Entertainment

Emilia Clarke Opened Up About How Surviving Brain Aneurysms Shifted Her Perspective

by Jessica Wang
Emilia Clarke's Brain Aneurysms Gave Her A New Perspective On Acting
MARK RALSTON/AFP/Getty Images

In a new interview with The Guardian, Emilia Clarke opened up about her brain aneurysms and how they affected the early stages of her career. Clarke, now 33, first revealed in March that she survived two life-threatening brain aneurysms during her 20s in a personal essay for The New Yorker. In the piece, Clarke recounted her first aneurysm in 2011, which occurred after she finished filming the first season of Game of Thrones. Of the “stabbing" and “constricting pain" that caused her to vomit in a gym locker room, she explained that she was ultimately diagnosed with a subarachnoid hemorrhage, a “life-threatening type of stroke, caused by bleeding into the space surrounding the brain,” she wrote. Eight years on, Clarke now considers the aneurysms a “good thing.”
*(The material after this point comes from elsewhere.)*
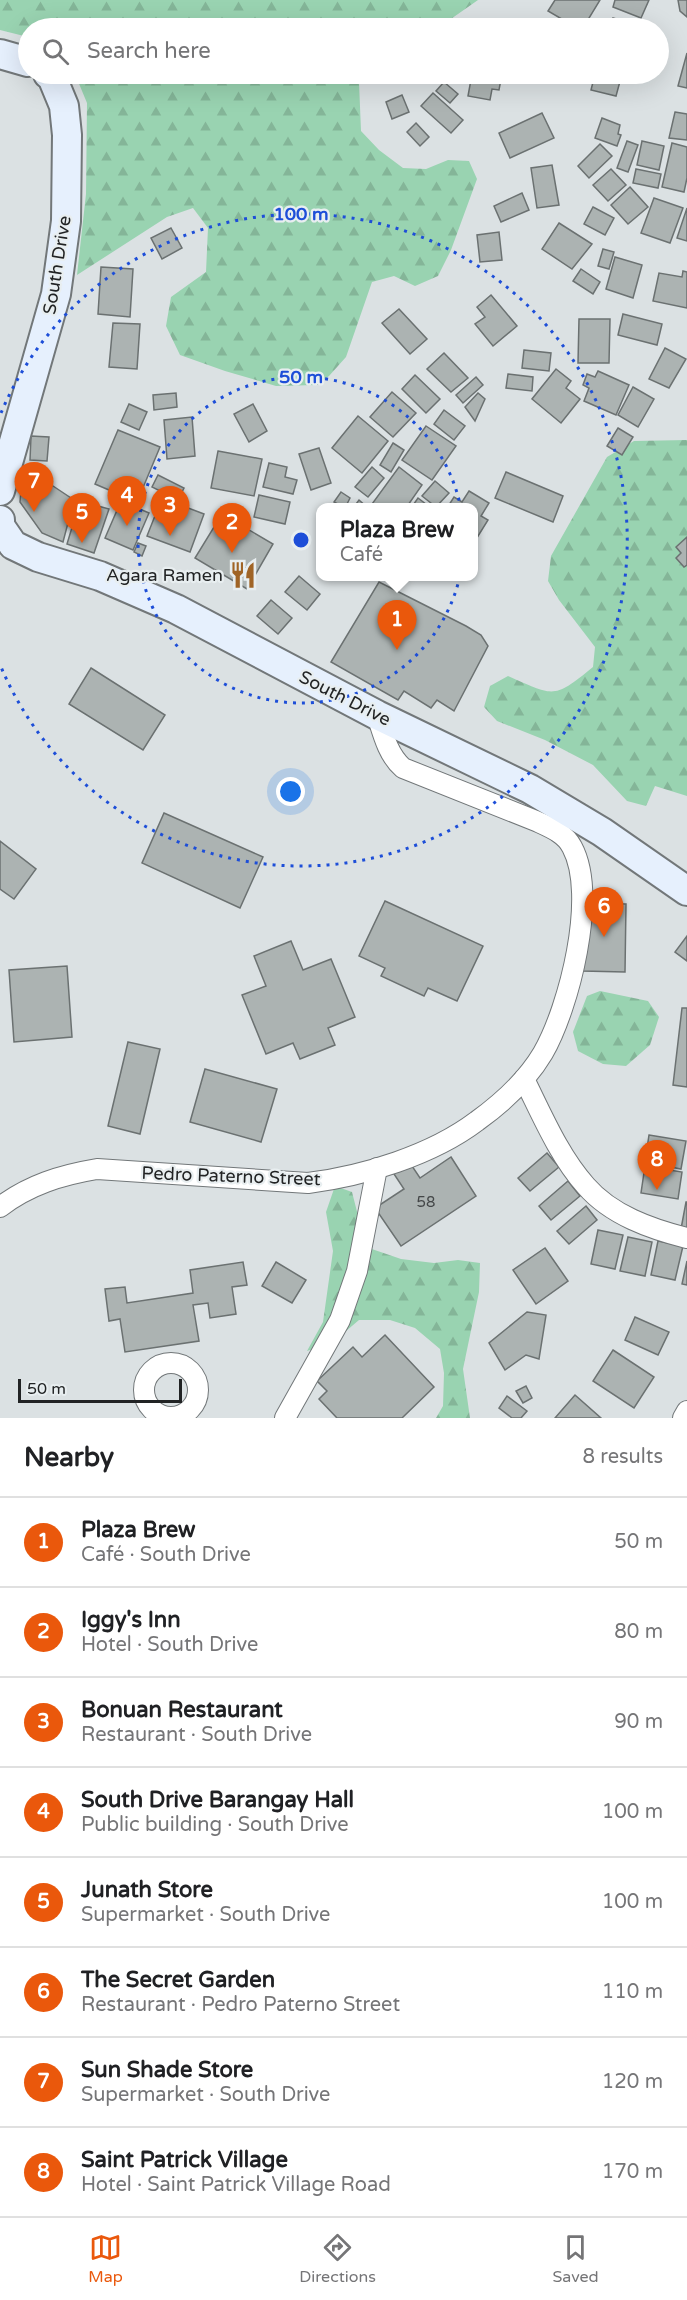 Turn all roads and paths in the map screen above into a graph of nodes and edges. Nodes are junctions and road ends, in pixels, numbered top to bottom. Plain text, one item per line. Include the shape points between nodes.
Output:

“I was never destined to be the ‘young actor goes off the rails’ type, up and down the gossip columns,” she told The Guardian in an interview published on Dec. 1. “Having a brain hemorrhage that coincided precisely with the beginning of my career and the beginning of a show that became something quite meaty, it gave me a perspective that I wouldn’t have had otherwise.”

Amid the aneurysms, Clarke also lost her father to cancer in 2016. She said of the two dark forces during such a bright moment in her career, “I’m quite a resilient human being, so a parent dying and brain hemorrhages coinciding with success and people following you in the street and getting stalkers — you’re just, like, ‘Well let’s try and make something sensible of it.’”

Helen Sloan/HBO

It’s certainly been a whirlwind last few years for Clarke after the health scare. She starred on the HBO hit series Game of Thrones for eight seasons as Daenerys Targaryen and nabbed several award nominations and wins along the way. After the show’s final season in May, Game of Thrones scored a record-breaking 32 nominations at the 2019 Emmys. On the coveted night, it received two wins on top of an additional nine wins at the Creative Arts Emmys.

Clarke has since gone on to star in the holiday film Last Christmas, which arrived on Nov. 8, opposite Henry Golding and Emma Thompson. In the film, Clarke’s character Kate suffers from a life-threatening illness. Clarke called the role a “serendipitous" experience that paralleled her own aneurysm. In an interview with the British talk show This Morning in November, she said, “'I've had two brain hemorrhages… so there was a huge amount that I could relate to with what Kate was going through."

Clarke continued, "I worked very hard and sort of got through it that way. Kate doesn't — slightly different reactions to it!"